- French: Viaduc
- Directed by: Patrice Laliberté
- Written by: Patrice Laliberté
- Produced by: Julie Groleau Patrice Laliberté
- Starring: Téo Vachon Sincenne Sandrine Bisson Stéphane Jacques Jérémie Gagnon Guillaume Laurin Joakim Robillard Filip Pekacki
- Cinematography: Christophe Dalpé
- Edited by: François Lamarche
- Production company: Couronne Nord
- Distributed by: Travelling, les films qui voyagent
- Release date: September 13, 2015 (Toronto International Film Festival);
- Running time: 19 min.
- Country: Canada

= Overpass (film) =

Overpass (Viaduc) is a 2015 Canadian short film directed by Patrice Laliberté.

Overpass was shot in September 2014.

The film was presented by Telefilm Canada at the Cannes Marché du Film in May 2015.
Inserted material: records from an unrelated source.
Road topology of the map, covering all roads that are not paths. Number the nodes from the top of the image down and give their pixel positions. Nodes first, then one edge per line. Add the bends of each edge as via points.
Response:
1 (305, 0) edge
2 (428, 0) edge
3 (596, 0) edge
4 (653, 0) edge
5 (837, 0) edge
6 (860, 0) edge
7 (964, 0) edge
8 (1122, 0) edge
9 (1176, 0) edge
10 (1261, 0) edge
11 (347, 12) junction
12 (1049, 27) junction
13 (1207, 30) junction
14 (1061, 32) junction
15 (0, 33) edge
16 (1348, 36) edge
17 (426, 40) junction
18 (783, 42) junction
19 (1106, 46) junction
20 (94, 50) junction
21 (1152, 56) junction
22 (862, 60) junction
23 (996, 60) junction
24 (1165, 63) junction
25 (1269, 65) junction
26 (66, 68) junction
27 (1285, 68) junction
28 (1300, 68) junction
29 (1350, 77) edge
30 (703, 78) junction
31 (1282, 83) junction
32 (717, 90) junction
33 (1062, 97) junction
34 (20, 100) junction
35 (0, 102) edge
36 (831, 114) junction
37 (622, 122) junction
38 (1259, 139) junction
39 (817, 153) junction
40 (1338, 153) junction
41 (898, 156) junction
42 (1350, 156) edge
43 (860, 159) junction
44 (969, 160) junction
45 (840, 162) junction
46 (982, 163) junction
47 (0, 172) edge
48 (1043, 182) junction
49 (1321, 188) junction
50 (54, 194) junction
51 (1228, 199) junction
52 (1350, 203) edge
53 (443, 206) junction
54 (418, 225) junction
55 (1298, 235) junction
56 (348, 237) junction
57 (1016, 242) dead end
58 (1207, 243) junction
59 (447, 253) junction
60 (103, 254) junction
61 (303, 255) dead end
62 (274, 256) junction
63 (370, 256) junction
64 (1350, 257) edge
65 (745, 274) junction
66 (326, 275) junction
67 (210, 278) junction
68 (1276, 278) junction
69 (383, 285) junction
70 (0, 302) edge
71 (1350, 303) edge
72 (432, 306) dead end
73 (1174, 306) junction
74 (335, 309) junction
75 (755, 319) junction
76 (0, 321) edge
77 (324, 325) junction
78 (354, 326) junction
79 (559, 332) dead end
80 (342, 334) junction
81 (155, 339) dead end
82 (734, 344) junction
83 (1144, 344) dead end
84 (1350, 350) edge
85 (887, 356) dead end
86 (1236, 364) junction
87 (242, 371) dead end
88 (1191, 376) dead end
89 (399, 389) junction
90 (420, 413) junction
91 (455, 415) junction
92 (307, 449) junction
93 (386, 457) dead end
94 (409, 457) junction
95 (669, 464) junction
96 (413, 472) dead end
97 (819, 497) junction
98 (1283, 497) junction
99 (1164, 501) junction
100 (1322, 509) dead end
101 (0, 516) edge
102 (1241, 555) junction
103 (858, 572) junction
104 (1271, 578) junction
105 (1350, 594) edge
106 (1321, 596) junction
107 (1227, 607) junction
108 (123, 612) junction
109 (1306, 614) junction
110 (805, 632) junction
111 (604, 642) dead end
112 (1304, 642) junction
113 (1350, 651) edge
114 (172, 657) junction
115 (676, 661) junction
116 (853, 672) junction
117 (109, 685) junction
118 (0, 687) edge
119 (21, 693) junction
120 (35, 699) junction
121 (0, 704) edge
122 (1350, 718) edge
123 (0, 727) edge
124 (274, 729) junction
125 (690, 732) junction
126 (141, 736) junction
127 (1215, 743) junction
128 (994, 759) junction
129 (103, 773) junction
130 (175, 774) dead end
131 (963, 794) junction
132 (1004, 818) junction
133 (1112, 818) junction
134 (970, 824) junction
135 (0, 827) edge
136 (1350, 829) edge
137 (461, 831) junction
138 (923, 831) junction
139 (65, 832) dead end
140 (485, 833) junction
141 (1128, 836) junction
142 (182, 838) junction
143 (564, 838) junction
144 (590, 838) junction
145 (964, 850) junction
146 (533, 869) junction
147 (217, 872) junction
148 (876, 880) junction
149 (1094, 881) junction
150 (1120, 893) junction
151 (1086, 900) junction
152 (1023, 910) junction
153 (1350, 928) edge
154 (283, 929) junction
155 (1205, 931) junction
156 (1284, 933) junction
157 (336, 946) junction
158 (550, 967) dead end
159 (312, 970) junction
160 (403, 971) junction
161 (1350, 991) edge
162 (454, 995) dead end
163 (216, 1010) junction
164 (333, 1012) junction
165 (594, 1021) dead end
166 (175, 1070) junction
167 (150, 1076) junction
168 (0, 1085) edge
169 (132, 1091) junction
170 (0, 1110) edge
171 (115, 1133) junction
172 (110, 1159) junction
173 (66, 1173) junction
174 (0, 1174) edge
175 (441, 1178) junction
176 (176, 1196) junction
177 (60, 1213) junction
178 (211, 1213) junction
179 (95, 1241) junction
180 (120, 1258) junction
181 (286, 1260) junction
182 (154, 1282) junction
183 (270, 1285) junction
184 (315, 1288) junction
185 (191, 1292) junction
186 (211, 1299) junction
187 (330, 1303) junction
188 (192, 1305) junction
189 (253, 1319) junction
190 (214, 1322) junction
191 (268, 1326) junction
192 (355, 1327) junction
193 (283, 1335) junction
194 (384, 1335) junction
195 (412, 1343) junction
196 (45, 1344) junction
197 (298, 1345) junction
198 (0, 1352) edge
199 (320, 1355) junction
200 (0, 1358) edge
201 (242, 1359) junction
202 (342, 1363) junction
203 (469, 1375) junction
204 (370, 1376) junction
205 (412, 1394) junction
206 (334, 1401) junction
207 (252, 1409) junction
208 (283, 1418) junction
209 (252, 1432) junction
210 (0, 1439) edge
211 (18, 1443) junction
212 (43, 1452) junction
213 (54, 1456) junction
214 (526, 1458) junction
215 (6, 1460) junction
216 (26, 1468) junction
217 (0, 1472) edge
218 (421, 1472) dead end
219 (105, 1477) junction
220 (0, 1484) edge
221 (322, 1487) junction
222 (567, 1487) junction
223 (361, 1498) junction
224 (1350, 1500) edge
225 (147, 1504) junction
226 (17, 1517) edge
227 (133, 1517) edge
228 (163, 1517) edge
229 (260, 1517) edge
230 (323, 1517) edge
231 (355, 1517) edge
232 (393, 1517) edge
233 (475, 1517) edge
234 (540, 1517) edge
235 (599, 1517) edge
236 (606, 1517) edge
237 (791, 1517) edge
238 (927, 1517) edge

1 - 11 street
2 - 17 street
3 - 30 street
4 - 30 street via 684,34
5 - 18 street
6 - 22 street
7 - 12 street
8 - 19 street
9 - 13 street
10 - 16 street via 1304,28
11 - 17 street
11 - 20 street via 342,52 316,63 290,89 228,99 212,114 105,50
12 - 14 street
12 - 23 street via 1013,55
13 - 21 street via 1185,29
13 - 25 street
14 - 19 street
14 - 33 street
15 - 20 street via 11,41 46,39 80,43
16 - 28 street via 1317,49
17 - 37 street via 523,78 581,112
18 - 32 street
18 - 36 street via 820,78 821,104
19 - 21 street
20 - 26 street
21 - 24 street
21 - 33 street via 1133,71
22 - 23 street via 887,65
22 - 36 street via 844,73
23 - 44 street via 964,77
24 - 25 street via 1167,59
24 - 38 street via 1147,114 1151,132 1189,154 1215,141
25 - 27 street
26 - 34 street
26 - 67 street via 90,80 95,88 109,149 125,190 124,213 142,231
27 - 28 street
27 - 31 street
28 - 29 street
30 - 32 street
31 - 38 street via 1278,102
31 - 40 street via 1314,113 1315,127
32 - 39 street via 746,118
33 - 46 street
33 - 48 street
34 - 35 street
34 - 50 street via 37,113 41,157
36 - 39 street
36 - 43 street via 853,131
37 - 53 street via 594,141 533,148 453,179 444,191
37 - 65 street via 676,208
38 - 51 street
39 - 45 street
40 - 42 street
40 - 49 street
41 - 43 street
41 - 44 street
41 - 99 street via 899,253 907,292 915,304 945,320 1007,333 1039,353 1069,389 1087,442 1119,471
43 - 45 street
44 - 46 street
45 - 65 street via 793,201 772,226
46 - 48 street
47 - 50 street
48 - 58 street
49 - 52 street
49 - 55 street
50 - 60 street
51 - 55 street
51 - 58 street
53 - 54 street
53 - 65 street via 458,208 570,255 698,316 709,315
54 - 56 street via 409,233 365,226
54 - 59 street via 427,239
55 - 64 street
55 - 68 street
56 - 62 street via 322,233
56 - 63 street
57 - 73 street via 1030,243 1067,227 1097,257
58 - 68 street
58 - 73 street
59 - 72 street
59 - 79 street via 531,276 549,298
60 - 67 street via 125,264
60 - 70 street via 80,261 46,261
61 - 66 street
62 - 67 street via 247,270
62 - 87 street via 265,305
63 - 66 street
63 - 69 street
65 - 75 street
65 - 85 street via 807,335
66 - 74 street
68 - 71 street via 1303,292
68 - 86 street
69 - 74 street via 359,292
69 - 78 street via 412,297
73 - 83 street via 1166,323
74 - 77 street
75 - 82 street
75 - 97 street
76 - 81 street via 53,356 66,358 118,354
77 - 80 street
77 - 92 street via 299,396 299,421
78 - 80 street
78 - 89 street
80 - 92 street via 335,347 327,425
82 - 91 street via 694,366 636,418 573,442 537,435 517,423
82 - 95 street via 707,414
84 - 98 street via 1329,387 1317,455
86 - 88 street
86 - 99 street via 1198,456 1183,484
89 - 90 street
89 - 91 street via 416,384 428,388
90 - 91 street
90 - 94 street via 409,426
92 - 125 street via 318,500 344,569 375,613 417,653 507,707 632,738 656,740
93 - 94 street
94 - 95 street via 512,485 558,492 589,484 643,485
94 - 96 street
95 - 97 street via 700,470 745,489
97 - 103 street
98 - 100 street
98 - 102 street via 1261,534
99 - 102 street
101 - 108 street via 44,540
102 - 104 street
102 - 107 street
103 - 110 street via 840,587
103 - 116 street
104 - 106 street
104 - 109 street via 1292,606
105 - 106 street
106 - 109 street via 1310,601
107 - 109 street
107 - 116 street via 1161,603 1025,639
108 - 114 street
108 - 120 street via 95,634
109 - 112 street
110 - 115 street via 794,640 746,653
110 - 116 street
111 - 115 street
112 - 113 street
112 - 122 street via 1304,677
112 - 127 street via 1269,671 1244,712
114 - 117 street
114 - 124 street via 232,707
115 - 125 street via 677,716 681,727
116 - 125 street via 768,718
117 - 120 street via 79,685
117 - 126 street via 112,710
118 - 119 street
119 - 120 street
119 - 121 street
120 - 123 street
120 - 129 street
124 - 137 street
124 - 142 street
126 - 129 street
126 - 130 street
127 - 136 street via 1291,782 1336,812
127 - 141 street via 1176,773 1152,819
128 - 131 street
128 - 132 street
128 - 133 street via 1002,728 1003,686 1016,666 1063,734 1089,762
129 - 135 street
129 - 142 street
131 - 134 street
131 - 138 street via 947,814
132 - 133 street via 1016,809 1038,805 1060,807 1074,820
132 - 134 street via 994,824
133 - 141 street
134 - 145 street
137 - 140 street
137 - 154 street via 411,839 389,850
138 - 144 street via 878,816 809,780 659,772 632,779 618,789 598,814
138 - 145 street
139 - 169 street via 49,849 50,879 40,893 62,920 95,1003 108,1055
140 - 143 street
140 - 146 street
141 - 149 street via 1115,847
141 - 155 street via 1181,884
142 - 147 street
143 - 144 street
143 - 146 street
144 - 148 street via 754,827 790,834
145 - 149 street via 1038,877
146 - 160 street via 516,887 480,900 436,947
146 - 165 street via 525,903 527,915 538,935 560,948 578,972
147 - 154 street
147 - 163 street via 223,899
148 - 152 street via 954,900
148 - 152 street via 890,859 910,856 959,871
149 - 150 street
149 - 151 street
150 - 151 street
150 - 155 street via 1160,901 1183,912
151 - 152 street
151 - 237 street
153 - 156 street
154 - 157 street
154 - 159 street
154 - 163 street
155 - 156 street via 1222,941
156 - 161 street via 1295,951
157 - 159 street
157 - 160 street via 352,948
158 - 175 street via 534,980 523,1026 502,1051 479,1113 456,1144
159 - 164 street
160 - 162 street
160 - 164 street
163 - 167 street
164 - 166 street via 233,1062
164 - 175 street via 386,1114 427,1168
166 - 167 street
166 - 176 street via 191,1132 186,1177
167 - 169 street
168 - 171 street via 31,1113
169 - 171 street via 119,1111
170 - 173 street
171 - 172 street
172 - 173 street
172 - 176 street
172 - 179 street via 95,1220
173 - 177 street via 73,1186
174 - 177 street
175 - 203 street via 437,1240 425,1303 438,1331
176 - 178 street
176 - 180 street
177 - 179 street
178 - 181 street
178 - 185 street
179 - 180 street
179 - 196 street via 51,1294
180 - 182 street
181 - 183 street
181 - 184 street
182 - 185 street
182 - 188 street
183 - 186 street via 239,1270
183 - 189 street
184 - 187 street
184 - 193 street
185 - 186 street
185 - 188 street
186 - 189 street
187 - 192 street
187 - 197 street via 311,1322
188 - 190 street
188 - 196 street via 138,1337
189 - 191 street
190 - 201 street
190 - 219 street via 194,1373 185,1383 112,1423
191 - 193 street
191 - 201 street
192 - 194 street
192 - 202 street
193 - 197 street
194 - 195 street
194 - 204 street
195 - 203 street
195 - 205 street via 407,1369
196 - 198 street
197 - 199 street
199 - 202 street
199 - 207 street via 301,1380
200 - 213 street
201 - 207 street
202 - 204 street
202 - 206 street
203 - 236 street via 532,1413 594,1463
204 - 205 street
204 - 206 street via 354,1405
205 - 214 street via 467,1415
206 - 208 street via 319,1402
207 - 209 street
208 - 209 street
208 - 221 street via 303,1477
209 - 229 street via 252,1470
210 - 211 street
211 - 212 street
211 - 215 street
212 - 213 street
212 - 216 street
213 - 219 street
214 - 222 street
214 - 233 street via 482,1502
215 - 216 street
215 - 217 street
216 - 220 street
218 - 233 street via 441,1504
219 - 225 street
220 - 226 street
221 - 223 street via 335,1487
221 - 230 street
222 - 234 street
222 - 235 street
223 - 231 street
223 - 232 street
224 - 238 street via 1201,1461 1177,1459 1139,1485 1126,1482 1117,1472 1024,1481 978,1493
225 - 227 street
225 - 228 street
Overpass had its world premiere at the 2015 Toronto International Film Festival, where it won the Short Cuts Award for Best Canadian Short Film.

The film was included in the list of Canada's Top Ten short films for 2015, chosen by a panel of five filmmakers and industry professionals. It was also selected for inclusion in "The Shortest Day", a program of free screenings of short films, in several Canadian cities, in conjunction with the winter solstice.